>>>
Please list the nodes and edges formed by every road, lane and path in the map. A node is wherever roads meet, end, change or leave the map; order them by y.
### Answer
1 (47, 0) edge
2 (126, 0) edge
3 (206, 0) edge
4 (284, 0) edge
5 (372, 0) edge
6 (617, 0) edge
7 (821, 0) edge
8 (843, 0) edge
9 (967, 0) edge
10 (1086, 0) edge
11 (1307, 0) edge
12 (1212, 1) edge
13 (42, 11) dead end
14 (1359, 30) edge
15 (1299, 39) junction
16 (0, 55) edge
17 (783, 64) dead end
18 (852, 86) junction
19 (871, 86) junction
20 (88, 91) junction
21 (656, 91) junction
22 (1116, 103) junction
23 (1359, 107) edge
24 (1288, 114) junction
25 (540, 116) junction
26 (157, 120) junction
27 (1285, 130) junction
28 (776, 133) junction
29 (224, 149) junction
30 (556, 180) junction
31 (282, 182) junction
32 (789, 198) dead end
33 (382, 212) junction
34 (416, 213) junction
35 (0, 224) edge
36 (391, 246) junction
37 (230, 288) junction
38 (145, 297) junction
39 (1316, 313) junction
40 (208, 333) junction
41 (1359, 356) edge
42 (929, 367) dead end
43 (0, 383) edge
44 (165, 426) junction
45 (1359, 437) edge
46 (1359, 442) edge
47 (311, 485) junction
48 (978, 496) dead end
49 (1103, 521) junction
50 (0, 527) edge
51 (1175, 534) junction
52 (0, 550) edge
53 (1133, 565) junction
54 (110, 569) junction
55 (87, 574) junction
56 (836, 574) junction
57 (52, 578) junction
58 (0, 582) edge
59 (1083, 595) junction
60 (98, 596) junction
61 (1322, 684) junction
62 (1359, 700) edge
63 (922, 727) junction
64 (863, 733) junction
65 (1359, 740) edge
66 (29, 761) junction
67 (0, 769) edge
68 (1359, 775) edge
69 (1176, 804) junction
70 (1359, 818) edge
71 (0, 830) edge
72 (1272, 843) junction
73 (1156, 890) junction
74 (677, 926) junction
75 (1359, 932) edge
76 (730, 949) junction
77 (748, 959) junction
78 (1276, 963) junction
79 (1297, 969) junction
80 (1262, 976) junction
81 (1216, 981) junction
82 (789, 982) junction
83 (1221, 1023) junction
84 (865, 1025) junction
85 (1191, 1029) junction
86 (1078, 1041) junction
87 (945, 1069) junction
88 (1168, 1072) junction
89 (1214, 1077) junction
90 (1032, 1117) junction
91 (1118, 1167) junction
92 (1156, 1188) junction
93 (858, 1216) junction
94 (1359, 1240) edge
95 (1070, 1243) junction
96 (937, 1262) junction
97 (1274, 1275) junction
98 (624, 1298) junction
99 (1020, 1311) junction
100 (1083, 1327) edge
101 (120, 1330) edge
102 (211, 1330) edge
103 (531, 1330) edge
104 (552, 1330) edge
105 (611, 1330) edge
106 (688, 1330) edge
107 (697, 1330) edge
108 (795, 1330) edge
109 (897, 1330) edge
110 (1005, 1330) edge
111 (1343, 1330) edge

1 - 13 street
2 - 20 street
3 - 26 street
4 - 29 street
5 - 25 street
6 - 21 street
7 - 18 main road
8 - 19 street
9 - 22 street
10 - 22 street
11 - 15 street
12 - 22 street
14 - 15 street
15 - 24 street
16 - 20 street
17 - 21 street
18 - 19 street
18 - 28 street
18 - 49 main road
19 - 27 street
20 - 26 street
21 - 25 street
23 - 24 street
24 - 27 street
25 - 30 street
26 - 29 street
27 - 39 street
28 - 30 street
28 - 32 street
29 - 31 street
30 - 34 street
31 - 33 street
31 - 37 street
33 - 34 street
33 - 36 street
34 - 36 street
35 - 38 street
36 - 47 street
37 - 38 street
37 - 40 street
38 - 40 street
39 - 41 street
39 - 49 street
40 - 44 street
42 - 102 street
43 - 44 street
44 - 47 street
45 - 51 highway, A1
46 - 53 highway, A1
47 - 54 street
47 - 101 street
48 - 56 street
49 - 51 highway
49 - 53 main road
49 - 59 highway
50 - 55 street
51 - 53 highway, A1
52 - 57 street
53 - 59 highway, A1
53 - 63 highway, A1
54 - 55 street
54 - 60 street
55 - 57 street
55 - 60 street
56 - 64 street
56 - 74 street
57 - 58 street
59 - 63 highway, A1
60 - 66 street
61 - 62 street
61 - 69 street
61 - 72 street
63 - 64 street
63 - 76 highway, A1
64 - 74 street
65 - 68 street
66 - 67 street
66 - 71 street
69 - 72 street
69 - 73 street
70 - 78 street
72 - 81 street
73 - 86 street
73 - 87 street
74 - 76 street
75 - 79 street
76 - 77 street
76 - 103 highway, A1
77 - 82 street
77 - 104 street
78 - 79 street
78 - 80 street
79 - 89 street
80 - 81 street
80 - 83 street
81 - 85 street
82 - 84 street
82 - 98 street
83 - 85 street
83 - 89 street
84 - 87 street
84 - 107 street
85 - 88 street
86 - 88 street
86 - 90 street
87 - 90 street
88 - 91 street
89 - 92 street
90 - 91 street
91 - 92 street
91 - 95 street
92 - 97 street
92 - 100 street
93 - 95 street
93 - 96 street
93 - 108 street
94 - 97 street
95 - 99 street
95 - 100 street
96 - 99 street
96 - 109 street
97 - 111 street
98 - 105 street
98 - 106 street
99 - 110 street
<<<
#### ABOUT THIS EXERCISE
Read through the entries, then copy every line where the string "dead" is found.

#### WRITTEN SOLUTION
13 (42, 11) dead end
17 (783, 64) dead end
32 (789, 198) dead end
42 (929, 367) dead end
48 (978, 496) dead end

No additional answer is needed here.